(Stored data entries)
|---|
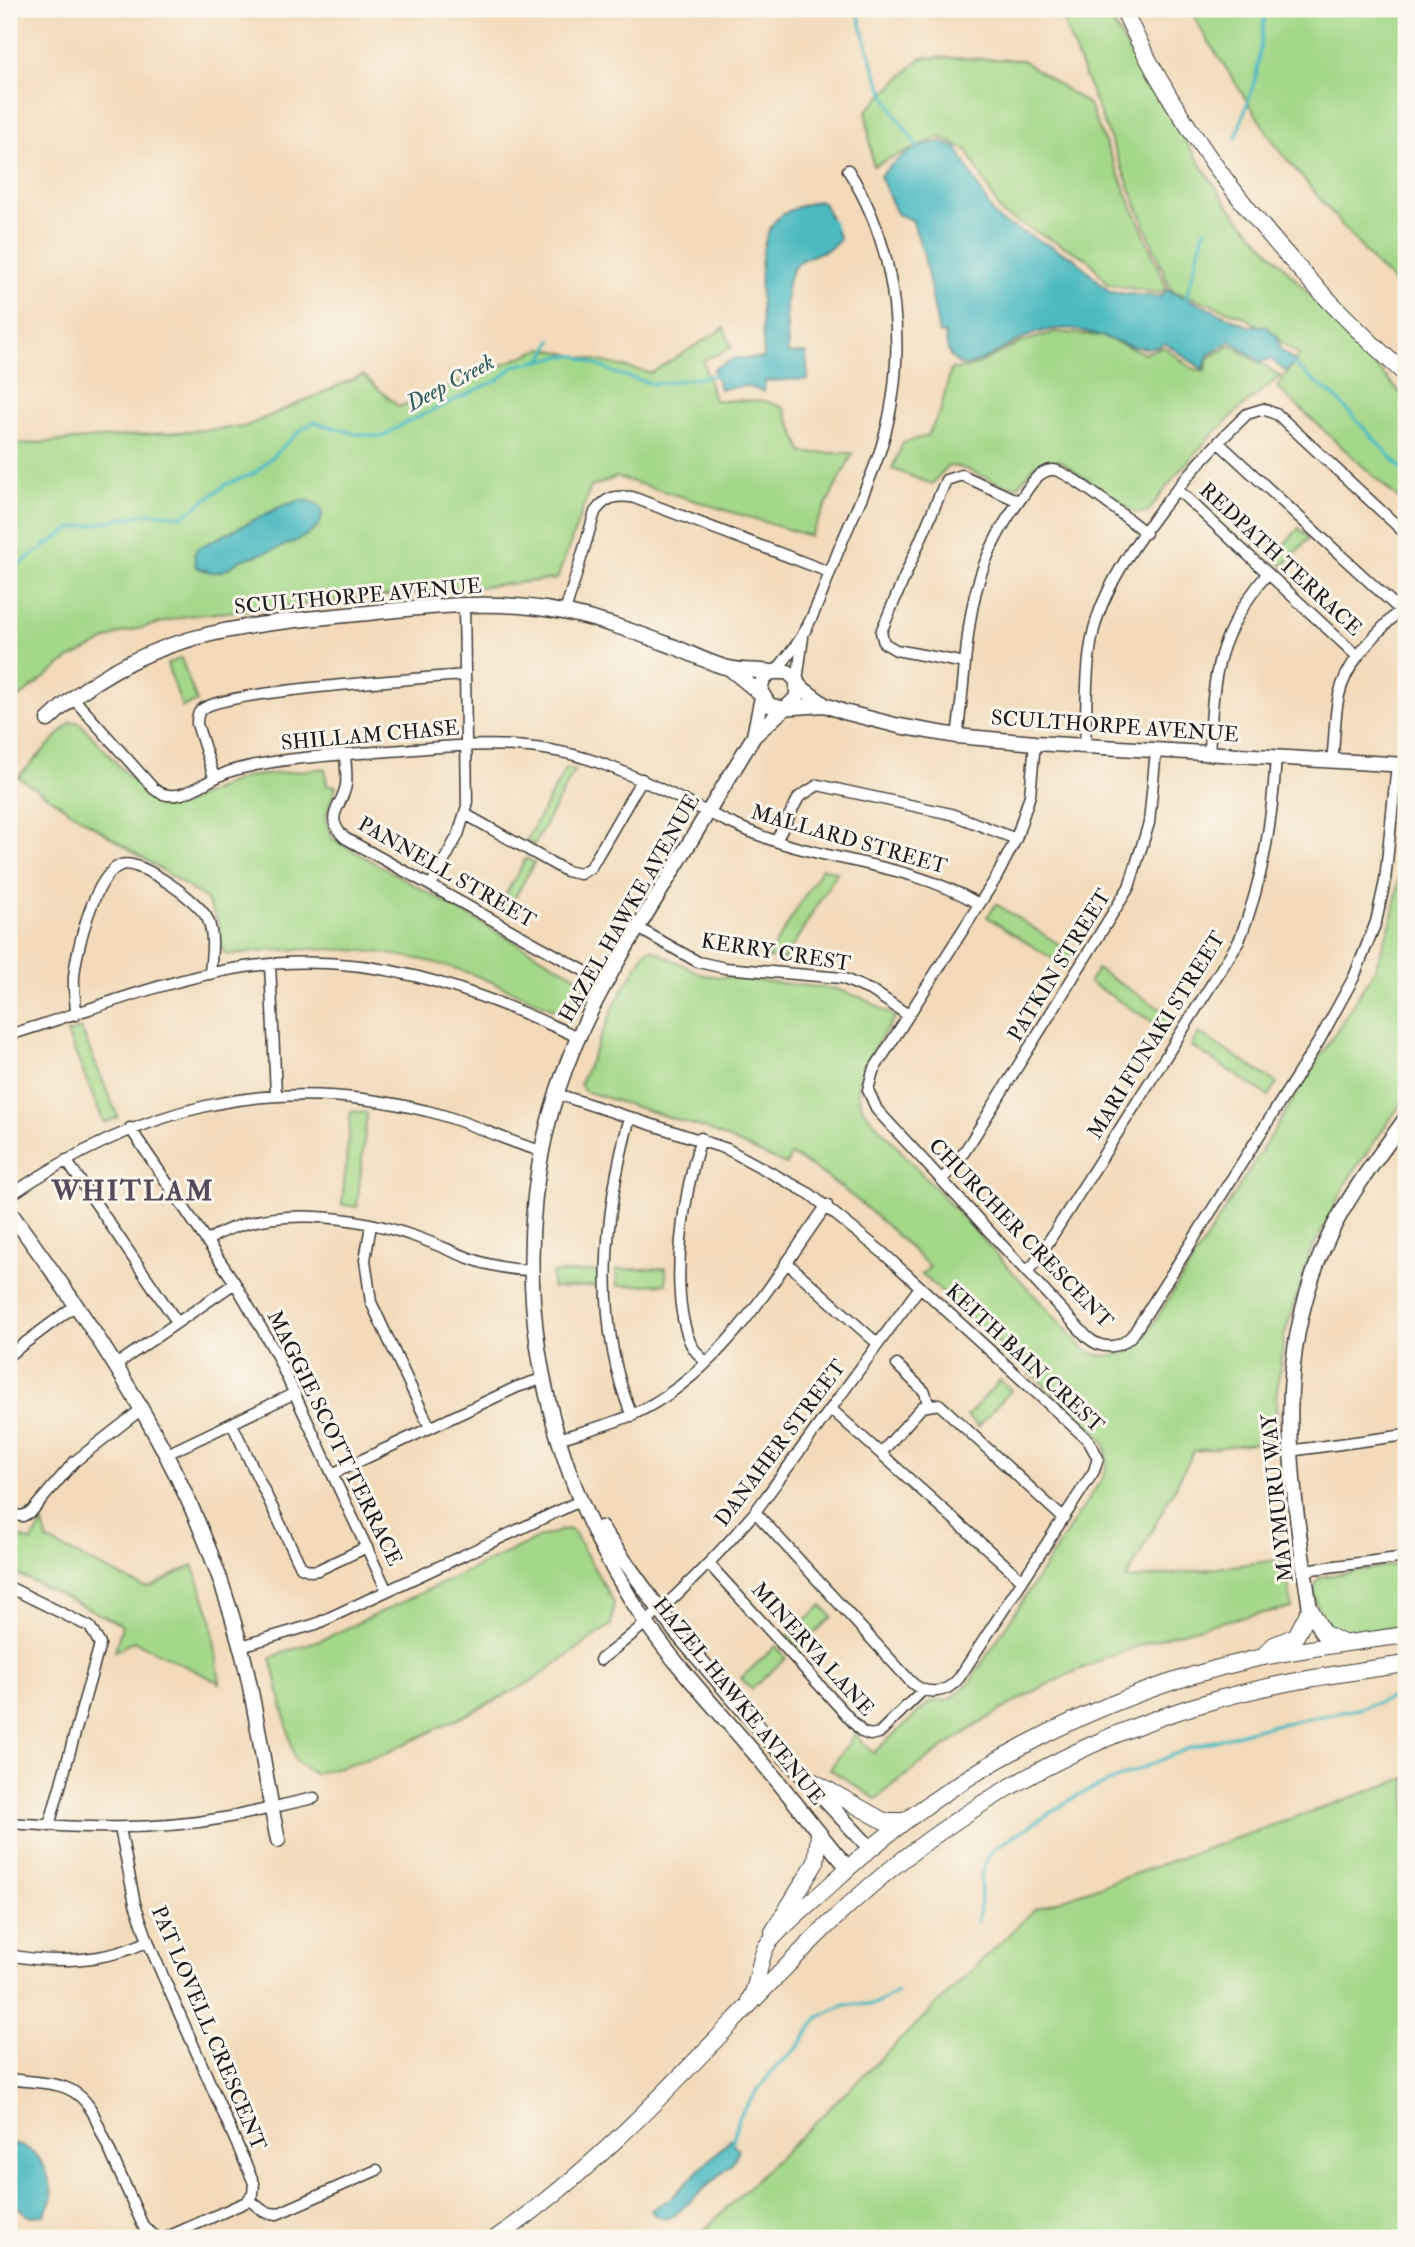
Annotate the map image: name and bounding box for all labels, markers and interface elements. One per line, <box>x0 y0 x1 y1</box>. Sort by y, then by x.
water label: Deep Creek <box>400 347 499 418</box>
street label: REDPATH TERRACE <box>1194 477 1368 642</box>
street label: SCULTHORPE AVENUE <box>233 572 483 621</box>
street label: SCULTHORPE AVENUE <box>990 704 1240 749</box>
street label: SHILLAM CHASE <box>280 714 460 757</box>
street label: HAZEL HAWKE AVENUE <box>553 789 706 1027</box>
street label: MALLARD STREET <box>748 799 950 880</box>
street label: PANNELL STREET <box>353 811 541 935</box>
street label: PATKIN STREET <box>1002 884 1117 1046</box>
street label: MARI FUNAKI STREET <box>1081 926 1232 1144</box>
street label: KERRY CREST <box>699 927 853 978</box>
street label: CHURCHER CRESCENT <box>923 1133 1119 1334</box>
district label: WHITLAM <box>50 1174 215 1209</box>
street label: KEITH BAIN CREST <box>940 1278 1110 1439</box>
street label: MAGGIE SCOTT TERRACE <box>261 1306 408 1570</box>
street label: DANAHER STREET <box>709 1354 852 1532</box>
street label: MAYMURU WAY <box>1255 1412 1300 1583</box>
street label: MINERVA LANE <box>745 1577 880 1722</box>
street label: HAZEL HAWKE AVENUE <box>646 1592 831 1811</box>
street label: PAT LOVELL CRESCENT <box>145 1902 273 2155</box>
|---|
The answer should match the data above word for word, with no pictures in it.

• Answer to the problem:
Annotate the map image: name and bounding box for all labels, markers and interface elements. One per line, <box>x0 y0 x1 y1</box>. Sort by y, then by x.
water label: Deep Creek <box>400 347 499 418</box>
street label: REDPATH TERRACE <box>1194 477 1368 642</box>
street label: SCULTHORPE AVENUE <box>233 572 483 621</box>
street label: SCULTHORPE AVENUE <box>990 704 1240 749</box>
street label: SHILLAM CHASE <box>280 714 460 757</box>
street label: HAZEL HAWKE AVENUE <box>553 789 706 1027</box>
street label: MALLARD STREET <box>748 799 950 880</box>
street label: PANNELL STREET <box>353 811 541 935</box>
street label: PATKIN STREET <box>1002 884 1117 1046</box>
street label: MARI FUNAKI STREET <box>1081 926 1232 1144</box>
street label: KERRY CREST <box>699 927 853 978</box>
street label: CHURCHER CRESCENT <box>923 1133 1119 1334</box>
district label: WHITLAM <box>50 1174 215 1209</box>
street label: KEITH BAIN CREST <box>940 1278 1110 1439</box>
street label: MAGGIE SCOTT TERRACE <box>261 1306 408 1570</box>
street label: DANAHER STREET <box>709 1354 852 1532</box>
street label: MAYMURU WAY <box>1255 1412 1300 1583</box>
street label: MINERVA LANE <box>745 1577 880 1722</box>
street label: HAZEL HAWKE AVENUE <box>646 1592 831 1811</box>
street label: PAT LOVELL CRESCENT <box>145 1902 273 2155</box>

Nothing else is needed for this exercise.